Faced with a rapidly crashing currency but determined not to raise interest rates, Erdogan announced a program last month meant to encourage people to convert foreign currency into lira and keep their savings in Turkish money.

Under the “exchange rate-protected deposit” system, the government guarantees it will cover losses should the interest they receive when the account matures be less than what they would have earned by keeping the savings in foreign currency.

The lira, which had dropped to an all-time low of 18 against the dollar, rallied after the announcement to around 11.

Since then, the government extended the program to corporate accounts. The central bank said exporters would be required to exchange 25% of their foreign currency revenue into liras. And the government increased contributions to private pension plans.

It also said it was raising the minimum wage by 50%. But simultaneously, it raised gas and electricity prices by 50% for low-consumption households and by 125% for those using more.


Erdogan maintains that the lira deposit system is a success.

“We are pleased with the trust our citizens have shown in the exchange rate-protected deposits. We are pleased with the decrease in volatility in exchange rates and continued stability,” the state-run Anadolu Agency quoted him as saying this week.

Treasury and Finance Minister Nureddin Nebati says people have deposited 131 billion lira ($9.67 billion) into such accounts so far.

Babacan insists Turkish investors are holding on to their foreign currencies and just switching any existing lira deposits into accounts under the program.

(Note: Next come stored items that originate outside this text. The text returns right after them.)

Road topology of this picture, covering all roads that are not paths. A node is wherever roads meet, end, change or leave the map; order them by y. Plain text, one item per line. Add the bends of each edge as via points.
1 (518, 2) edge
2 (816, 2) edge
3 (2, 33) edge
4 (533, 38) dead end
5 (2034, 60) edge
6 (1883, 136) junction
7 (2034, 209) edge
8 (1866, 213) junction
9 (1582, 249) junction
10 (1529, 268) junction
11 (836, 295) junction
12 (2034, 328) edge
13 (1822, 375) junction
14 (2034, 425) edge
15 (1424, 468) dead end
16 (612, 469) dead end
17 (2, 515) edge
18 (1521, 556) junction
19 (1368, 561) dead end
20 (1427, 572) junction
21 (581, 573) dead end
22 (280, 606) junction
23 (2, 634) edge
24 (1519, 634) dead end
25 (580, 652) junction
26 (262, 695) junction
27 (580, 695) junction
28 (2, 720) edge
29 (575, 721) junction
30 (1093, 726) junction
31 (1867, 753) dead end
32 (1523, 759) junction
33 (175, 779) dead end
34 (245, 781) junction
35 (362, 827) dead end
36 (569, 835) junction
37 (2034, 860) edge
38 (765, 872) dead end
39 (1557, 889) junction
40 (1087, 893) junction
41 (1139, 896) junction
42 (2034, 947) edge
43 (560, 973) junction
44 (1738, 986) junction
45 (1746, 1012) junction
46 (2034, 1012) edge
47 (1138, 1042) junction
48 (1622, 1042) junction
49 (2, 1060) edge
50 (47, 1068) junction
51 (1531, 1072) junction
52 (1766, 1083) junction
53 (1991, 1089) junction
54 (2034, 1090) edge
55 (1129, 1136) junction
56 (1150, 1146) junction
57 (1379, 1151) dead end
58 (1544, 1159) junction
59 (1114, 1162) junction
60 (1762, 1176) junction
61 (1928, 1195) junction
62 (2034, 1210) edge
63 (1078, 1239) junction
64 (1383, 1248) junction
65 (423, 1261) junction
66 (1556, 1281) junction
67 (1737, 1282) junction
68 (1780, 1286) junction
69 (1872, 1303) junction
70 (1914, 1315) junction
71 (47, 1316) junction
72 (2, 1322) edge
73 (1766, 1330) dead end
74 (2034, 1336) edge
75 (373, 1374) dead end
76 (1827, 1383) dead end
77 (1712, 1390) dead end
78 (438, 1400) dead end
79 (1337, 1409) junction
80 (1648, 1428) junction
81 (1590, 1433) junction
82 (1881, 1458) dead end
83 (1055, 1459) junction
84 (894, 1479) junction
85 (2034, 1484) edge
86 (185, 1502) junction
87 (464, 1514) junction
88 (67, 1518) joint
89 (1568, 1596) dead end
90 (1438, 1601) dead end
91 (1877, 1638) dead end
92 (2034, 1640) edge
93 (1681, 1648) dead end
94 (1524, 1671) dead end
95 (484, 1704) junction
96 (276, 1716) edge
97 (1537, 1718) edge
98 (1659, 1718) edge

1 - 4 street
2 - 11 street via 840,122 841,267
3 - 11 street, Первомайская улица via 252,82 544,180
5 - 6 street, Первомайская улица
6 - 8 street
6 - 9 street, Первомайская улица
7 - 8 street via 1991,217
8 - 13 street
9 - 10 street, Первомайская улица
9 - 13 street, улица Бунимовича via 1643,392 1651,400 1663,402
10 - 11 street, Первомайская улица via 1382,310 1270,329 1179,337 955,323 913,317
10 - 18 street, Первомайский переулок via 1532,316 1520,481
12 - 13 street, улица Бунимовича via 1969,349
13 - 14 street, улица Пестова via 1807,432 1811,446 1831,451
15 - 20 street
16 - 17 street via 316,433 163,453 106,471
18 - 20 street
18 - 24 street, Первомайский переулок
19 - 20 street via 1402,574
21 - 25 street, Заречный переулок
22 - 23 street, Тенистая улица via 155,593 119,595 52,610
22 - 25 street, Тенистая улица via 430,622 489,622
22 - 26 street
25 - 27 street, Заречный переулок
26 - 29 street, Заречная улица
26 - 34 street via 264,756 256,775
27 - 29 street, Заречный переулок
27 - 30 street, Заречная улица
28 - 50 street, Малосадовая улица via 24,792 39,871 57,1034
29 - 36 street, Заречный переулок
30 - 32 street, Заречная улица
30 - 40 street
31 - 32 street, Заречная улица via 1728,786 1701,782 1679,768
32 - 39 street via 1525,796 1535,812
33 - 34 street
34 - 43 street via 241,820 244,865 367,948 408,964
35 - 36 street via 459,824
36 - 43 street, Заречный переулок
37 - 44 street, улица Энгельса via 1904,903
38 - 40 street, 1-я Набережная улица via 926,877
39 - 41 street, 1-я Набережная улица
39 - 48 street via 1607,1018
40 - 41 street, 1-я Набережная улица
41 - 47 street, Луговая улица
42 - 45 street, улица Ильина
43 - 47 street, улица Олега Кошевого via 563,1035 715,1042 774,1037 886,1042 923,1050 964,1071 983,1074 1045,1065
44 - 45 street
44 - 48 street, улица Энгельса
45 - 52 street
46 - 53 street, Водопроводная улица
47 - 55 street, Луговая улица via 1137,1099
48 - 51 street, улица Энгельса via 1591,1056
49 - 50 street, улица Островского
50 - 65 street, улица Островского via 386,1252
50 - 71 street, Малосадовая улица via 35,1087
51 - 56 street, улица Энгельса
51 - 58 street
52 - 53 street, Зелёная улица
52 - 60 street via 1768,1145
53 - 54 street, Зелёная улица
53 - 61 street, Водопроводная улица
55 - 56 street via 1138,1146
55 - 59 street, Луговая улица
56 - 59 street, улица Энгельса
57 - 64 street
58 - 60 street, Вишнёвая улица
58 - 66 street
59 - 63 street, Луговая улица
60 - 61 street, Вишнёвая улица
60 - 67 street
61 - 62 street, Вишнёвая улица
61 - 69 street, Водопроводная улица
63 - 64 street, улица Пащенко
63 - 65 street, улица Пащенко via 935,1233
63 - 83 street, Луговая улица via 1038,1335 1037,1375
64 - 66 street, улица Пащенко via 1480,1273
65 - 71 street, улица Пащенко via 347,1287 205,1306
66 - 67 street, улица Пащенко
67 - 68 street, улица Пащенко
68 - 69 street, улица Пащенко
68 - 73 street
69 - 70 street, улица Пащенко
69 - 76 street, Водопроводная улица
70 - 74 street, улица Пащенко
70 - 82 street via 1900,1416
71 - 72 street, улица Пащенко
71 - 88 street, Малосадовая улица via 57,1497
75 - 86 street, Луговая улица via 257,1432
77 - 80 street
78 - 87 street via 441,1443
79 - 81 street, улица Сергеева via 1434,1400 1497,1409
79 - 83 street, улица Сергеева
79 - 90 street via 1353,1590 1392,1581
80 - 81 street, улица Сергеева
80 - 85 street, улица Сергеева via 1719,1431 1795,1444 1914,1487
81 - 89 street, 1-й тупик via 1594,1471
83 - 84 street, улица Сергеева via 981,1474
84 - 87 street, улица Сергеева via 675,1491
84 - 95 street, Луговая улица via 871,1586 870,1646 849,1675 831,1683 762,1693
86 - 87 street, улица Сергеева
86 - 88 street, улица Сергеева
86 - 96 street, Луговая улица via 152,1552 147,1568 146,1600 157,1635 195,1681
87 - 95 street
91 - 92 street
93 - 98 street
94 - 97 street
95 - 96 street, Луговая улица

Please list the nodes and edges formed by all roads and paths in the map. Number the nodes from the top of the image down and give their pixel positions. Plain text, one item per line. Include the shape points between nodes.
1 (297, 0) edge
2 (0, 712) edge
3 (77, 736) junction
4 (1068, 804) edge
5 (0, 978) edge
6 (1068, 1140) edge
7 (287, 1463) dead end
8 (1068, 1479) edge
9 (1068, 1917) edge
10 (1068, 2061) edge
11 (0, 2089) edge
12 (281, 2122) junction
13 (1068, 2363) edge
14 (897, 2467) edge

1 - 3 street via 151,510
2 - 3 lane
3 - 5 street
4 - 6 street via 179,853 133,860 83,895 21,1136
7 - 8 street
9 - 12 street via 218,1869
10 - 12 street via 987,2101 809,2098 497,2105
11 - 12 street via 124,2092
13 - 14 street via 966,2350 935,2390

“There is no incentive for those who have foreign currency to change it (into liras),” he said on Turkey’s Fox TV.

Babacan and many others assert that the lira’s spectacular rally last month wasn’t due to the government’s program, but to the central bank selling billions of U.S. dollars from its dwindling reserves to bolster the Turkish currency.

“When we took a look, we saw that on that night, and the following few days, the central bank furiously sold dollars through the backdoor,” Babacan said. “In December, the central bank sold $17 billion. Of the 17 billion, 9 billion were sold through covert measures.”

Nebati has rejected the claims: “Thousands of individual sellers stepped in. They competed with each other. People raced to exchange their currency.”

The lira, meanwhile, has lost some of its gains, slipping to around 13.50 lira per dollar.


The deposit system has provided a respite for Erdogan, ending the lira’s excessive volatility even though the shift to exchange rate-protected accounts is limited. But analysts fear the program will create additional long-term economic woes.

Should the lira fall again, Turkey’s treasury would have to foot the bill for exchange rate losses, further increasing inflation and financially burdening the government, they say.

“The fact that these deposits are tied to foreign currency puts the central bank and the treasury under an unquantifiable burden,” Babacan said.

Economist Ozlem Derici Sengul agreed.

“If we see a depreciation in the currency, the treasury will have to pay the difference between deposits’ return and the depreciation. That will put additional burden over public finances,” she said.

Experts also note the government hasn’t devised a plan to control inflation.

“Inflation is the real risk, of course, because the monetary policy is quite loose,” said Sengul, founding partner at Istanbul-based Spinn Consulting. “The inflationary pressures are not likely to disappear easily unless you follow a quite tight monetary policy.”

Erdogan insists his policies are combating high prices.

“As a matter of fact, the result is showing itself. Inflation has started to decline and will continue to do so,” he said.